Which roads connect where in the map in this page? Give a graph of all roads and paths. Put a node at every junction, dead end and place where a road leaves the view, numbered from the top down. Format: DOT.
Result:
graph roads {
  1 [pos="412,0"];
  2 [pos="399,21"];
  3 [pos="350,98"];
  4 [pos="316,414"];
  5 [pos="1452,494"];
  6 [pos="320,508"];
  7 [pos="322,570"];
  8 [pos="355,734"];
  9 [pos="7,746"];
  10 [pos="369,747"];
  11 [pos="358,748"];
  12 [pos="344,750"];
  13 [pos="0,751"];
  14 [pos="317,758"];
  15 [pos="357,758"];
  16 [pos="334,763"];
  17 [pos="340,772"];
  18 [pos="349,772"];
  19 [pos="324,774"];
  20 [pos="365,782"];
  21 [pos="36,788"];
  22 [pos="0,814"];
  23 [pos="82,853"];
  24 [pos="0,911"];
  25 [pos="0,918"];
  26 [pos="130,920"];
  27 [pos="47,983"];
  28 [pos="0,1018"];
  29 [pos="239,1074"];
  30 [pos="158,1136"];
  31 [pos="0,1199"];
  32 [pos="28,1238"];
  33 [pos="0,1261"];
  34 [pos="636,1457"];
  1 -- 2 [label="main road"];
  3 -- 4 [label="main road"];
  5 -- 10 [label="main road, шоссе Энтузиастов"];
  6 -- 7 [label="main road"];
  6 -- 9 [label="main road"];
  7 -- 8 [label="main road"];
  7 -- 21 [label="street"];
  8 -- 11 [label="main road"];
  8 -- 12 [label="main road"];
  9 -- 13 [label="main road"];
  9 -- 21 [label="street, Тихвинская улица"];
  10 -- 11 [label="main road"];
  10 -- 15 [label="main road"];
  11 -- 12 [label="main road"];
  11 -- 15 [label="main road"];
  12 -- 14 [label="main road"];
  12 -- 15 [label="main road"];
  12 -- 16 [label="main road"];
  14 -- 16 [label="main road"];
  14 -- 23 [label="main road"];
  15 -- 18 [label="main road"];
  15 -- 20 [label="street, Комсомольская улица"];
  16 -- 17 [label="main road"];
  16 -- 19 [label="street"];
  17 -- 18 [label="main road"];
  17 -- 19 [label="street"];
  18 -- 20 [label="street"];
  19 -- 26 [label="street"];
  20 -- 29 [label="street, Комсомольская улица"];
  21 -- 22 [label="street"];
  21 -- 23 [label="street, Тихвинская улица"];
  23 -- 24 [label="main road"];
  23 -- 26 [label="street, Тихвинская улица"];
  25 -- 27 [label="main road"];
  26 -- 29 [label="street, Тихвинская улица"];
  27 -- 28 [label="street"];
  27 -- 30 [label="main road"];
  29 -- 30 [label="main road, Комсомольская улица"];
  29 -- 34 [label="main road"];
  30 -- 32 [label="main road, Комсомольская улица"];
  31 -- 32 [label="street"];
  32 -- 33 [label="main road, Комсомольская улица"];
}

************

• _TASK INSTRUCTIONS_
Respond with one number, the count of lines in the data that hold the string "graph".

• _WRITTEN SOLUTION_
2